Montell nodded. “There’s no call to change,” he said, and again the purring, satisfied note crept into his voice.

“I want another good horse, a saddle, a pack layout, and grub for a month,” Barreau enumerated. “Rout Steve up—you know where he sleeps—and have him get those things. We need guns, too. Where is my box?”

“It’s on the tail end of the first wagon outside. Steve’s sleepin’ just beyond. Couldn’t you just as well wake him, George?”

“No, I’ve other things to do,” Barreau refused bluntly. “Bestir your fat carcass, and set him to work. The night air won’t hurt you. We have no time to waste. For all I know a troop of Police may be on us before we can get started again.”

Montell grunted some unintelligible protest, but nevertheless, heaved his flesh-burdened body up from the cot.

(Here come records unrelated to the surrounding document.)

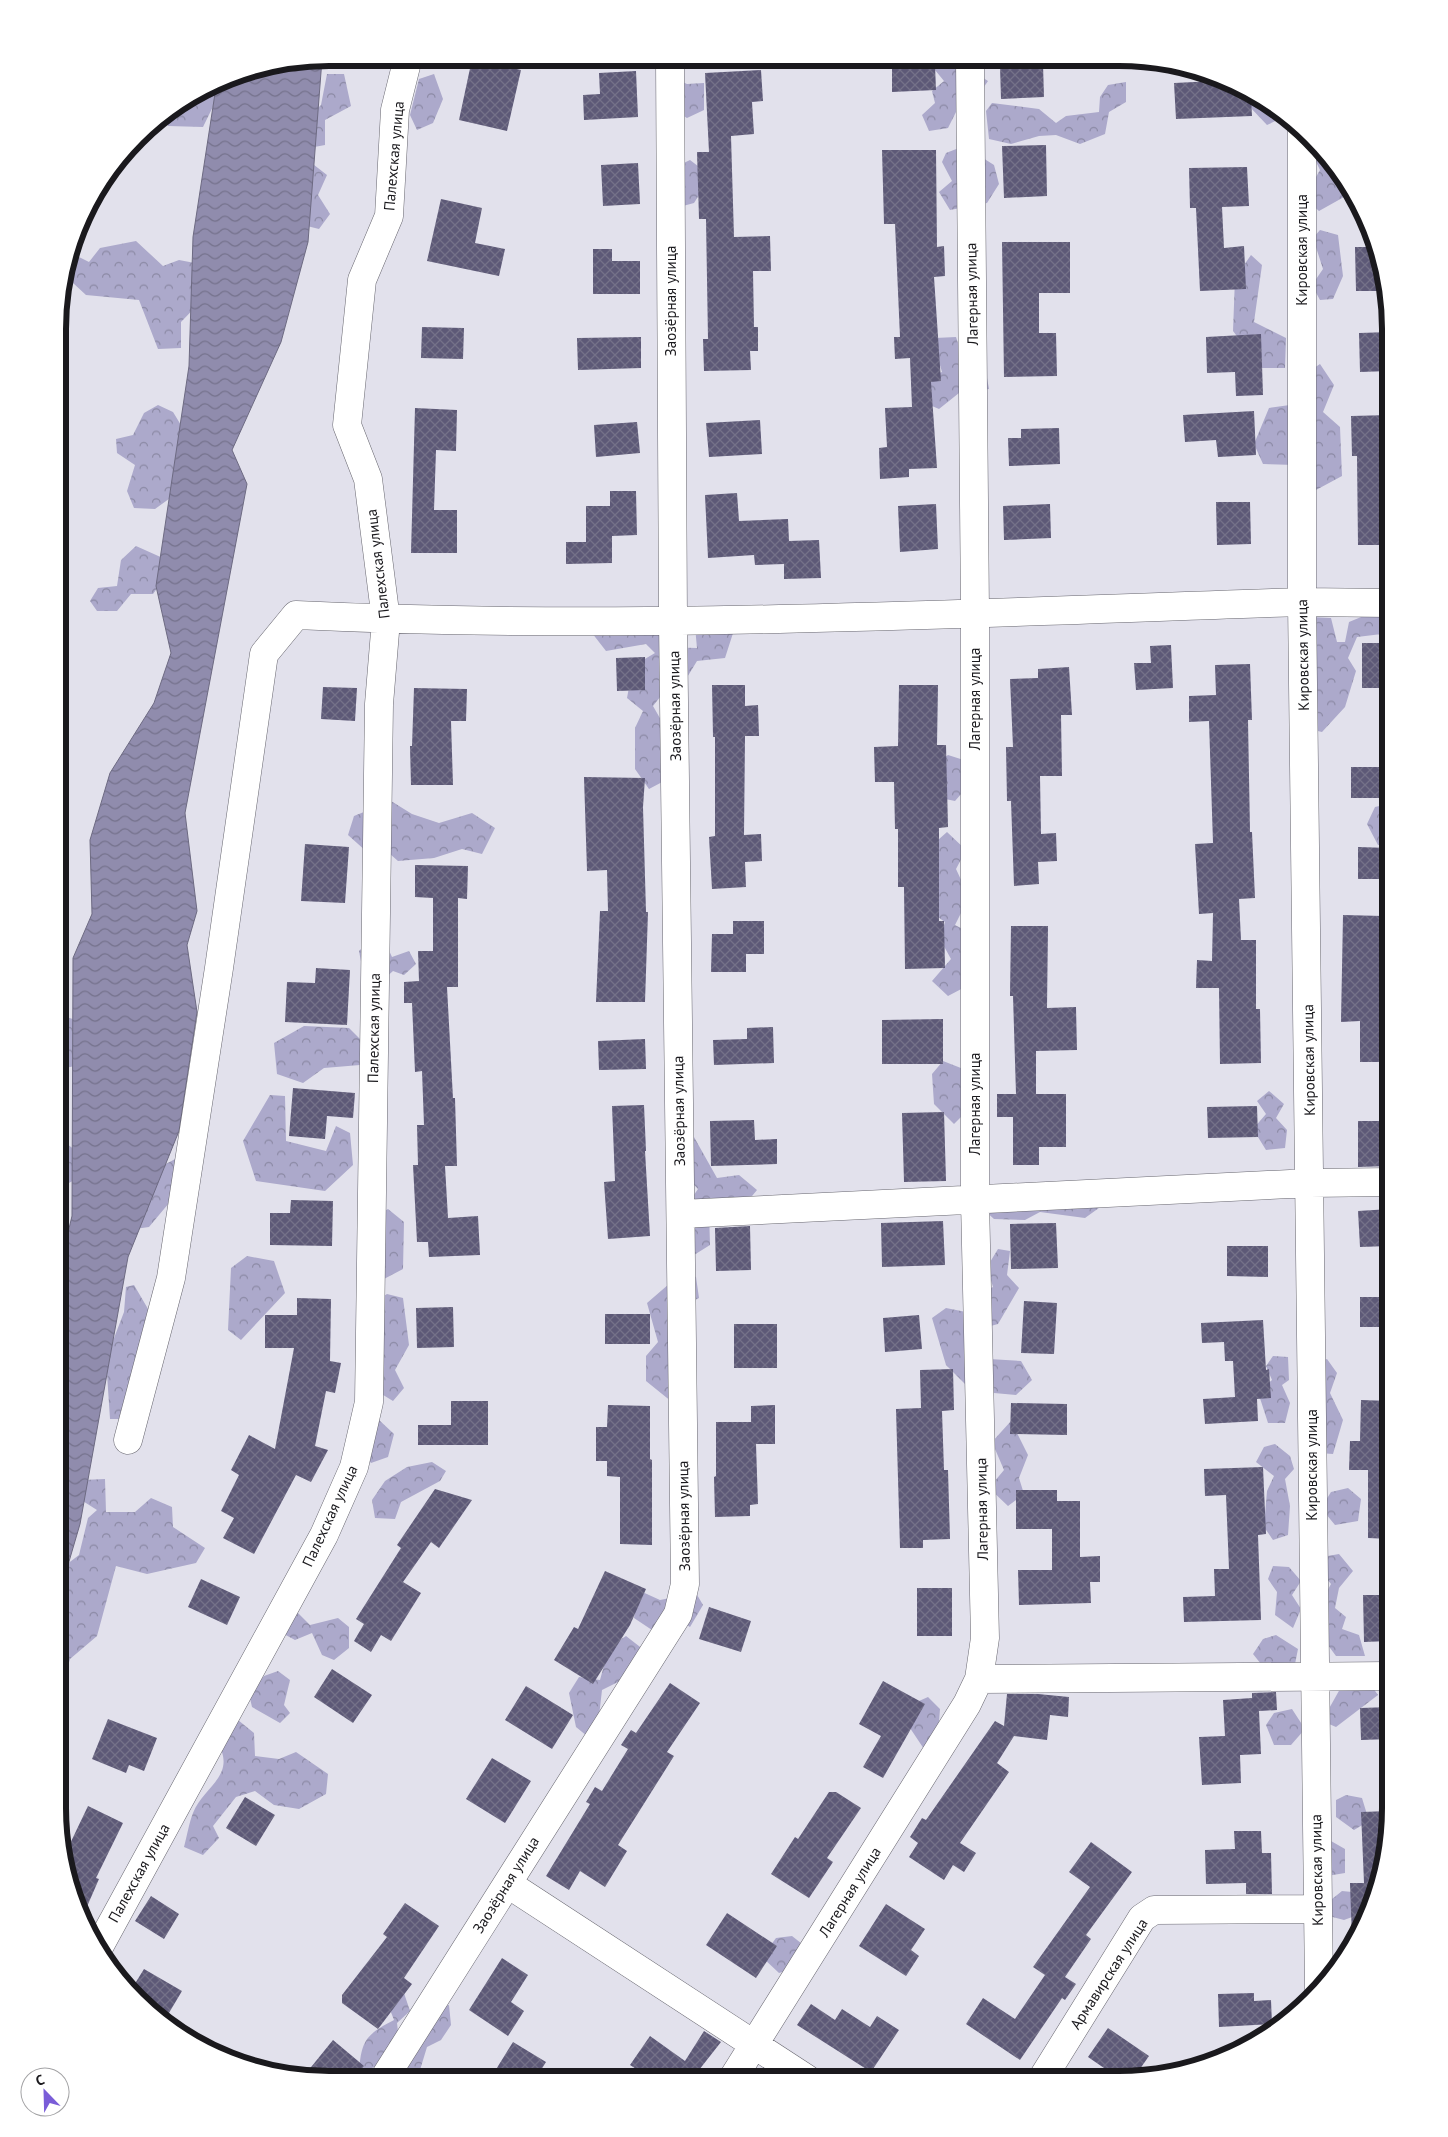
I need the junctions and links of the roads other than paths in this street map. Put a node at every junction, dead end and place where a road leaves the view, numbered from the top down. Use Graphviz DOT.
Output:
graph roads {
  1 [pos="406,66"];
  2 [pos="670,66"];
  3 [pos="970,66"];
  4 [pos="1302,140"];
  5 [pos="1302,602"];
  6 [pos="1382,603"];
  7 [pos="975,613"];
  8 [pos="386,620"];
  9 [pos="674,621"];
  10 [pos="1382,1182"];
  11 [pos="1310,1183"];
  12 [pos="976,1201"];
  13 [pos="681,1214"];
  14 [pos="128,1440"];
  15 [pos="1314,1676"];
  16 [pos="1382,1676"];
  17 [pos="979,1679"];
  18 [pos="508,1884"];
  19 [pos="1318,1909"];
  20 [pos="102,1941"];
  21 [pos="1319,1978"];
  22 [pos="754,2046"];
  23 [pos="389,2071"];
  24 [pos="738,2071"];
  25 [pos="794,2071"];
  26 [pos="1047,2071"];
  1 -- 8 [label="street, Палехская улица"];
  2 -- 9 [label="street, Заозёрная улица"];
  3 -- 7 [label="street, Лагерная улица"];
  4 -- 5 [label="street, Кировская улица"];
  5 -- 6 [label="street"];
  5 -- 7 [label="street"];
  5 -- 11 [label="street, Кировская улица"];
  7 -- 9 [label="street"];
  7 -- 12 [label="street, Лагерная улица"];
  8 -- 9 [label="street"];
  8 -- 14 [label="street"];
  8 -- 20 [label="street, Палехская улица"];
  9 -- 13 [label="street, Заозёрная улица"];
  10 -- 11 [label="street"];
  11 -- 12 [label="street"];
  11 -- 15 [label="street, Кировская улица"];
  12 -- 13 [label="street"];
  12 -- 17 [label="street, Лагерная улица"];
  13 -- 18 [label="street, Заозёрная улица"];
  15 -- 16 [label="street"];
  15 -- 17 [label="street"];
  15 -- 19 [label="street, Кировская улица"];
  17 -- 22 [label="street, Лагерная улица"];
  18 -- 22 [label="street"];
  18 -- 23 [label="street, Заозёрная улица"];
  19 -- 21 [label="street, Кировская улица"];
  19 -- 26 [label="street, Армавирская улица"];
  22 -- 24 [label="street, Лагерная улица"];
  22 -- 25 [label="street"];
}
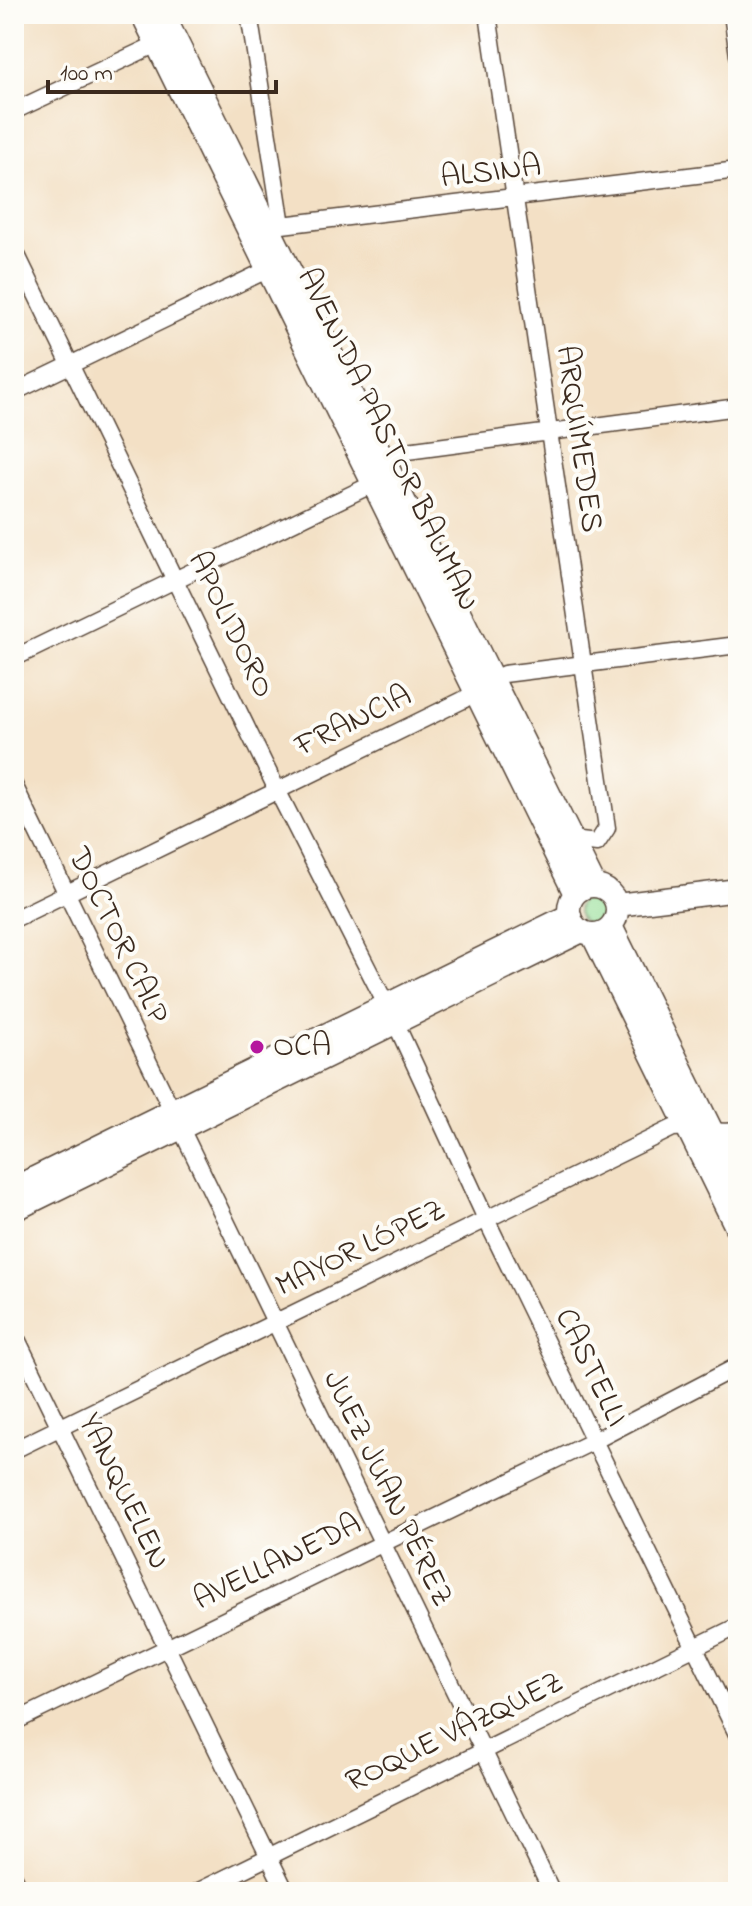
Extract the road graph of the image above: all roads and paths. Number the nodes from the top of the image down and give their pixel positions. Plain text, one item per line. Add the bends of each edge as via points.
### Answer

He gathered about him a much-worn dressing gown, and, thrusting his feet into a pair of slippers, left the tent.

“Now, let us see about clothes,” Barreau said to me, and I followed him to the wagon-end.

He climbed up on the hind wheel. After a second or two of fumbling he upended a flat steamer trunk. I held it while he leaped to the ground, and between us we carried it into the tent.

“The Police have my key—much good may it do them,” he remarked, and pried open the lid with a hatchet that lay near by. He threw a few articles carelessly aside.

“Peel off those roustabout garments,” he said to me. “Here is something better. Lucky we’re about of a size.”

He gave me a blue flannel shirt to begin with, and when I had discarded the soiled rags I wore and put on the clean one, he held out to me a coat and trousers of some dark cloth, a pair of riding boots similar to those on his own feet, and clean socks. Other clothing he hauled from the trunk and laid in a pile by itself. Lastly he brought forth a new felt hat.